The life of the Oruwa fishermen of Negombo
One sunny morning, I was at the Negombo Lagoon to do a photographic essay on the daily life of Karawa fishermen whose Oruwas (sailboats) take the viewer to a time when man was quite close to the elements and had to fight the forces of nature .
The Negombo and Duwa lagoon is a great place to watch the fishermen at work. Every morning, except Sunday, the fishermen of Negombo, many of whom live on the small island of Duwa across the lagoon but connected by a motorable causeway, bring in their daily catches of crabs, prawns, seers and other fish. Then they mend their nets on the beach.
The main tool of trade is the Oruwa, an outrigger canoe that bears similarities to those used in the Comoros Islands off Mozambique, Africa. He has been here in Sri Lanka for a long time. The Roman historian, Pliny, who visited Sri Lanka in the 1st century AD, said this ship was a typical sight off the coast of Lanka.
Oruwa can be found along the west coast of Negombo and can sometimes be seen in offshore fleets. Their rectangular sails spread out on the horizon like a deck of cards. Perhaps the most remarkable feature of the Oruwa is its method of construction. With the exception of half a dozen brass bolts used as counters, the various parts of the contraption are either fastened or sewn together. The Sri Lankan shipbuilder literally threads a needle and, stitch by stitch, assembles his craft.
The Oruwa typically trawl shrimp several miles offshore, cruising back and forth, while raking the muddy bottom with a drag net. After each sweep, the catch is thrown onto the seashore and the fishermen sitting cross-legged in the middle of it, sorting the fish into one basket, the prawns into another, while shells, seaweed and an amazing collection of garbage bottles, sea snakes and plastic go to the side.
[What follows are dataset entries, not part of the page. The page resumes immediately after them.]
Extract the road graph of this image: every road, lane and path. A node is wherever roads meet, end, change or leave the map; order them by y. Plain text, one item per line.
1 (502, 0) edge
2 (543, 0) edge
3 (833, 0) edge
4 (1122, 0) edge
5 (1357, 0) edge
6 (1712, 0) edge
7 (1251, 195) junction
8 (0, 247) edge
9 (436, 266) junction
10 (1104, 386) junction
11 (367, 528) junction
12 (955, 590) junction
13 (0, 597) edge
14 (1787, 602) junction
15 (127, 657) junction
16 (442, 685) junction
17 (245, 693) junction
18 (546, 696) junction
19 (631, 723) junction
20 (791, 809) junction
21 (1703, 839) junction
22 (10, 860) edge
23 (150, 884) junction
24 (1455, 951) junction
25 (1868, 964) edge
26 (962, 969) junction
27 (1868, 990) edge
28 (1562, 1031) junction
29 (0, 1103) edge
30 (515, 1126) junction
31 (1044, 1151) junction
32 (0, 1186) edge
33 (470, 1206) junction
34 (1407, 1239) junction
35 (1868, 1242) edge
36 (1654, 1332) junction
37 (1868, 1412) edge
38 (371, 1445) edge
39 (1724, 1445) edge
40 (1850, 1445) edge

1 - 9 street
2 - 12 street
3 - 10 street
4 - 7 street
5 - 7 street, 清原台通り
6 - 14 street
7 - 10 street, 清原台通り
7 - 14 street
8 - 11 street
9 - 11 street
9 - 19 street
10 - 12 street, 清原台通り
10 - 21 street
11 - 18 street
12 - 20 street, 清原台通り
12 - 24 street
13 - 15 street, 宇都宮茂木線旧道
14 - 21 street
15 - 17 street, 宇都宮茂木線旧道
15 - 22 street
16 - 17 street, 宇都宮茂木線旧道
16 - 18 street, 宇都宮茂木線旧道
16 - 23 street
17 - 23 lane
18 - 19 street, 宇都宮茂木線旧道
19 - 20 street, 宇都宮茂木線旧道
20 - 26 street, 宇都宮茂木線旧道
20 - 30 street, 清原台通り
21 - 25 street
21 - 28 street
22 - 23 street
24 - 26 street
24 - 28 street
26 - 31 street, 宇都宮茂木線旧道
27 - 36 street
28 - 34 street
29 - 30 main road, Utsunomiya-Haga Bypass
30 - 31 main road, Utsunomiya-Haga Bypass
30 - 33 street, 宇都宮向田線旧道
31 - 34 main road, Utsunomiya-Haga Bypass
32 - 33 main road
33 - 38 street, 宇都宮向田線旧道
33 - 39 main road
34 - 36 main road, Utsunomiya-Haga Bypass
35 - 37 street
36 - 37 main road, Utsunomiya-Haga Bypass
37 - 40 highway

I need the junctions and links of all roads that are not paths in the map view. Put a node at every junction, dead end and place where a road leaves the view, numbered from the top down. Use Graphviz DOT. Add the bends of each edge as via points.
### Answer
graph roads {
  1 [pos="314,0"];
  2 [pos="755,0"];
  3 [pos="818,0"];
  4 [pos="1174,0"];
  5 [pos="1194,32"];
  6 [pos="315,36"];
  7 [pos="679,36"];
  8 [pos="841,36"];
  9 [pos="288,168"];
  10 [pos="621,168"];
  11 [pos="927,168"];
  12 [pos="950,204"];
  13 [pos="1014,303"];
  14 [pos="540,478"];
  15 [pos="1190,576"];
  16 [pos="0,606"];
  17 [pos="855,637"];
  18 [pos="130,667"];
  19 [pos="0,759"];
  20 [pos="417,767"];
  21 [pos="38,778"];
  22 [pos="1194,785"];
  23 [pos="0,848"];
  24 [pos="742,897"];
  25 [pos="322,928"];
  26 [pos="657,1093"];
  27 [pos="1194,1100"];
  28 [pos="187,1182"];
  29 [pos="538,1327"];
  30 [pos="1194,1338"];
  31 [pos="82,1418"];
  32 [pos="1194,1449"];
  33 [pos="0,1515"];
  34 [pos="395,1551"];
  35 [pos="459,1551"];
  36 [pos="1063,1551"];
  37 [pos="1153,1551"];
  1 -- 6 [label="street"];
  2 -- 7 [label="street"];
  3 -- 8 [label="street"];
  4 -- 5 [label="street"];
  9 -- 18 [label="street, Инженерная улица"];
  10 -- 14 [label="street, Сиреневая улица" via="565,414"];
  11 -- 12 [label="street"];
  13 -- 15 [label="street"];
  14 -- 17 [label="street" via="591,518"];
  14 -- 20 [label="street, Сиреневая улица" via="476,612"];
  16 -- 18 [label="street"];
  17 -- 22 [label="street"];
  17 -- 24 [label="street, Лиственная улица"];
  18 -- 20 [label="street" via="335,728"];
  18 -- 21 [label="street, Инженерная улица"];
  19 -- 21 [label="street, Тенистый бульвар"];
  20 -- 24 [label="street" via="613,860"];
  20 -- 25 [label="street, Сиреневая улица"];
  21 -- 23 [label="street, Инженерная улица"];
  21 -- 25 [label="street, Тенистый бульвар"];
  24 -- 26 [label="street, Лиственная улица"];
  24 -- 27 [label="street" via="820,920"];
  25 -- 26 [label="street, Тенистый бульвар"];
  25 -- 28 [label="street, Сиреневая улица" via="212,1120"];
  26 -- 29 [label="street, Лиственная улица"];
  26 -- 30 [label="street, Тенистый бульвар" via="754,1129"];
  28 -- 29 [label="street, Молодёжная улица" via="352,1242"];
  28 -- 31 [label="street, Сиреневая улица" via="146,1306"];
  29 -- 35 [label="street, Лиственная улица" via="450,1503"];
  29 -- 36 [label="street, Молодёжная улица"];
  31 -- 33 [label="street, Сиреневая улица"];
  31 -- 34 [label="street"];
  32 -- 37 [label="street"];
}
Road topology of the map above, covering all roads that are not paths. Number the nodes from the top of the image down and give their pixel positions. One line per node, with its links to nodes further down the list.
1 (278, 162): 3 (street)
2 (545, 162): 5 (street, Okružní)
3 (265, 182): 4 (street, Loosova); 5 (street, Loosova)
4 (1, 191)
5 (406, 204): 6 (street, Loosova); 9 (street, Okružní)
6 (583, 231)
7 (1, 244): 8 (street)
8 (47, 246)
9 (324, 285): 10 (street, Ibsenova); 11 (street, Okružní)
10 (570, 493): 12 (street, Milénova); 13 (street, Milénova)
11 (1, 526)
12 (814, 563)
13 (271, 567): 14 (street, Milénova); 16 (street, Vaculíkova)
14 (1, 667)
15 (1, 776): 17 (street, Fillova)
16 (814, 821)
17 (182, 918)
A fisherman brought the Oruwa into the wind and adjusted the sail so that it protected most of the boat. Fishermen lay on the platform, sharing space with the two crew members, while one fisherman balanced on the gunwales and used the mast step as a pillow. The only person left in the sun was an experienced fisherman who tied a piece of cloth around his head as a scarf and dozed lightly at the helm, occasionally kicking the steering oar to hold the boat in position .
The rest of the fleet followed their lead and soon, less than a square mile out to sea, more than three hundred men were sprawled in their boats taking a siesta. Fishermen slept for about an hour, then a fisherman turned the boat and let the sun wake us up. Once again they untangled the lines and the net and threw the sinkers overboard. After three short streaks, the wind has suddenly turned towards land – it’s time to go home. The whole fleet turned as if one hand controlled all the helms and like a nautical ballet a hundred sails turned towards Negombo.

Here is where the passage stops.